-- EXERCISE OBJECTIVE --
Keep each line of the material that includes "Partridge", and leave out the rest.

RECORDS TO USE: Begin

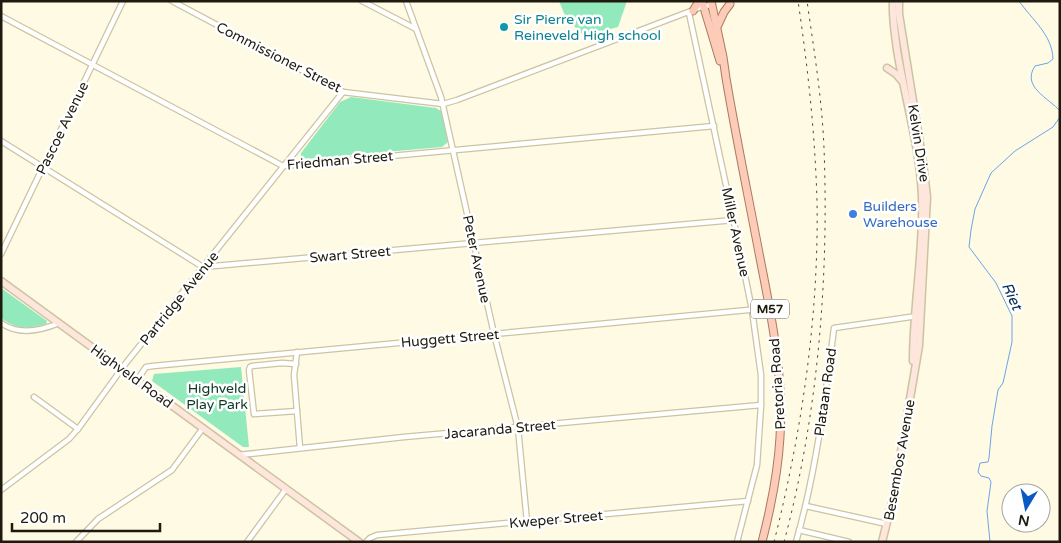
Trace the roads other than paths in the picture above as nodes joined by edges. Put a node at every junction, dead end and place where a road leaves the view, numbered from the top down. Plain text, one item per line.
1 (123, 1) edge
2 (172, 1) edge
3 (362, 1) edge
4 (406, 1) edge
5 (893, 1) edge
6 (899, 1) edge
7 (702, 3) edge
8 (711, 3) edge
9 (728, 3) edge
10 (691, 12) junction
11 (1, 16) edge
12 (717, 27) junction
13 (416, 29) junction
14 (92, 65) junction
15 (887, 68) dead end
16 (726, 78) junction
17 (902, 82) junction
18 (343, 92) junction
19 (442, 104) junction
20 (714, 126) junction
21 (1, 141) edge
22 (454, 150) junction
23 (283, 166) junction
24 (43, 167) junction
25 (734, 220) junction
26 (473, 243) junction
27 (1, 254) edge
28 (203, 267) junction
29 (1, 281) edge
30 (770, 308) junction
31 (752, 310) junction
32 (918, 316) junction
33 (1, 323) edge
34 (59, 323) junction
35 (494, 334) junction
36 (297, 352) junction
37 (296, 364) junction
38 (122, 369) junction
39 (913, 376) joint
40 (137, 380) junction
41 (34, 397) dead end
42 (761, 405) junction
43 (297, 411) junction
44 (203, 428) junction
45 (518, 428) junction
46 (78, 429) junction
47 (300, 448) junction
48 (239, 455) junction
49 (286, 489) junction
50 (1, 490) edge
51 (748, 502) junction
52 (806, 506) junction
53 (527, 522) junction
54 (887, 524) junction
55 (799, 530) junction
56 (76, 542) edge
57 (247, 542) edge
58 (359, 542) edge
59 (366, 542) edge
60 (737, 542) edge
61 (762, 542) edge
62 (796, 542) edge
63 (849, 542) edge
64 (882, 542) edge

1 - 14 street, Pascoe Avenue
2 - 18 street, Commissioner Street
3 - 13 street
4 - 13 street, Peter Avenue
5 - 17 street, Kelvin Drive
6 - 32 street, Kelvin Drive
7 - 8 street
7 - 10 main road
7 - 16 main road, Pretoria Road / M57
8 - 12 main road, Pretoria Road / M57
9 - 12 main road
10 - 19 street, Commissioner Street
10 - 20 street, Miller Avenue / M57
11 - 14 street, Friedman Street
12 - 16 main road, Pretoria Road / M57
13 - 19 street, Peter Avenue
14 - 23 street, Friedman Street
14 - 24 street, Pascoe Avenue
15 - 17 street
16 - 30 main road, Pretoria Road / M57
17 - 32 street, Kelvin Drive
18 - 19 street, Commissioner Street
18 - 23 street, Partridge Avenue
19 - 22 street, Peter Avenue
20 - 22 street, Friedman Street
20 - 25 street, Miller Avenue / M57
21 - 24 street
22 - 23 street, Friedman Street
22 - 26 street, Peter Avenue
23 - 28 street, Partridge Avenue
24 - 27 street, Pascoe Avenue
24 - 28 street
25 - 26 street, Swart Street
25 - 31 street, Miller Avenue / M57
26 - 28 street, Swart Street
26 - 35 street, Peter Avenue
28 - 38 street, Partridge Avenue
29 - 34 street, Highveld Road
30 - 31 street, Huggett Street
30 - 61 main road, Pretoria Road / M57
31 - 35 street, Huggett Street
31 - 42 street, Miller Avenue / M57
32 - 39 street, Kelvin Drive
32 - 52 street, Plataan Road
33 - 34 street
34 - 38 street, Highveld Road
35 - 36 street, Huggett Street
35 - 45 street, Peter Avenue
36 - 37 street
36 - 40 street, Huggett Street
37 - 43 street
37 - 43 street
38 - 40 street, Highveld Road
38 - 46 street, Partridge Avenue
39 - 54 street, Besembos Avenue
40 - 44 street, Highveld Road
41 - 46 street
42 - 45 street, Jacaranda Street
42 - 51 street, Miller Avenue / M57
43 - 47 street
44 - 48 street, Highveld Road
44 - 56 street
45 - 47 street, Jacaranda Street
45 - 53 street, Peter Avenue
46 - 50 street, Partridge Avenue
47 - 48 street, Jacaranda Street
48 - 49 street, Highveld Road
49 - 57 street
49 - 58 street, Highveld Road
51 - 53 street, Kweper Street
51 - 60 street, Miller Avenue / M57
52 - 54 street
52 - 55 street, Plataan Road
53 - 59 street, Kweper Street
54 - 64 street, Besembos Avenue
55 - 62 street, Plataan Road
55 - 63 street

RECORDS TO USE: End
RECORDS TO USE: Begin

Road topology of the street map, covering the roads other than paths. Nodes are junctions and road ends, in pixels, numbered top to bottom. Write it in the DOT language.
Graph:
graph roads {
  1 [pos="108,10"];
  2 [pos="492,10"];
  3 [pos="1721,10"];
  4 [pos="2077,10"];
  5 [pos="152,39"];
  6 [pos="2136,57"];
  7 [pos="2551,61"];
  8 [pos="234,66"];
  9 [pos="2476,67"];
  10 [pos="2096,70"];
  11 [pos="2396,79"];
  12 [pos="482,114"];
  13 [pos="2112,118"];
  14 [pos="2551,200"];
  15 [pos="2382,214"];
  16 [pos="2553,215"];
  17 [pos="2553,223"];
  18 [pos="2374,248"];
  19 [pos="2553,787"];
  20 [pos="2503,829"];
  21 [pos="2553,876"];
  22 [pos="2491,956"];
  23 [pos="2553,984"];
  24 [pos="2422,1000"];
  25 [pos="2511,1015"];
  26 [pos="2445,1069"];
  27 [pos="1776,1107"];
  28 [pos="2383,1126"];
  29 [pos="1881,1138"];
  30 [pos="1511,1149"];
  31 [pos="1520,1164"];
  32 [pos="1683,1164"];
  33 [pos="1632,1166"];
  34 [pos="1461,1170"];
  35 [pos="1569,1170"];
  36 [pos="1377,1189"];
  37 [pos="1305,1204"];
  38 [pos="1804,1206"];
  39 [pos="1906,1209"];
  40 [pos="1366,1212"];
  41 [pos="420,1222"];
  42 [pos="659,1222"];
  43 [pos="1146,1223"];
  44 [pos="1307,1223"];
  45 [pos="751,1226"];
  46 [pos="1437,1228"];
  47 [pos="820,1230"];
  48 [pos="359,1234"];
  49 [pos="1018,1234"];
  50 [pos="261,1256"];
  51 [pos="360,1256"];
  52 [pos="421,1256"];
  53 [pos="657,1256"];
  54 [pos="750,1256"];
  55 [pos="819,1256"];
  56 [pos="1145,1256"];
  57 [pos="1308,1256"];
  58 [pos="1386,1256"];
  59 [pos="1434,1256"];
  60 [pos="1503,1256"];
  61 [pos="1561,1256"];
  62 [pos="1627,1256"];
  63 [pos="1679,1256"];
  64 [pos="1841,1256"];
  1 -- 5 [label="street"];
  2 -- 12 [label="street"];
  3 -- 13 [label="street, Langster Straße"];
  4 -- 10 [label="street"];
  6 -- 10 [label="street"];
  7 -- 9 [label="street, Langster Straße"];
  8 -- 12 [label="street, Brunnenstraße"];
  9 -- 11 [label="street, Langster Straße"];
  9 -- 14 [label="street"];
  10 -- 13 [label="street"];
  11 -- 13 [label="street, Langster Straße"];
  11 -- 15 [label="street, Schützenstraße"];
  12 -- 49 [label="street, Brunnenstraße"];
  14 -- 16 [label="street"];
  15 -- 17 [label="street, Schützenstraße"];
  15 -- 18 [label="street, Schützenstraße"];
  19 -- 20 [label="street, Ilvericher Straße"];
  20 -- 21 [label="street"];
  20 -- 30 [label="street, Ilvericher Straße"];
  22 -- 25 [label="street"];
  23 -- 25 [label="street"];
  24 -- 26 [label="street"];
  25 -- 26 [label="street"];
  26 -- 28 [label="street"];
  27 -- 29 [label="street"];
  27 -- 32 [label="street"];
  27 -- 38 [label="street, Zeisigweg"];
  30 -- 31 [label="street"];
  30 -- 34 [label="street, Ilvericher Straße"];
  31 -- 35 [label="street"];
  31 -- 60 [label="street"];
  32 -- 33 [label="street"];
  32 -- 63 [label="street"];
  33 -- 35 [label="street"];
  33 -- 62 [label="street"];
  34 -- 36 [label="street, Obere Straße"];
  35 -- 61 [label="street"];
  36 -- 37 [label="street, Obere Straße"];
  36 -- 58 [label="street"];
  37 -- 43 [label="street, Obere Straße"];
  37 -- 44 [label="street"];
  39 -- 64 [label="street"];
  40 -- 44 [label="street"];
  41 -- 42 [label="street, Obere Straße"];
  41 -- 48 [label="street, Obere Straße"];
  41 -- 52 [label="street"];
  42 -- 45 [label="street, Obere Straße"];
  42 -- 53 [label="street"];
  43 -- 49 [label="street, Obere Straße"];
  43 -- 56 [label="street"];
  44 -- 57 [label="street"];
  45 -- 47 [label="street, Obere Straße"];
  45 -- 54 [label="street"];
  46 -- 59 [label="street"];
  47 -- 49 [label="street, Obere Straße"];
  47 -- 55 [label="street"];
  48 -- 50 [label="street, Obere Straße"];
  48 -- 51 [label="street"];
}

RECORDS TO USE: End

-- SOLUTION BELOW --
18 - 23 street, Partridge Avenue
23 - 28 street, Partridge Avenue
28 - 38 street, Partridge Avenue
38 - 46 street, Partridge Avenue
46 - 50 street, Partridge Avenue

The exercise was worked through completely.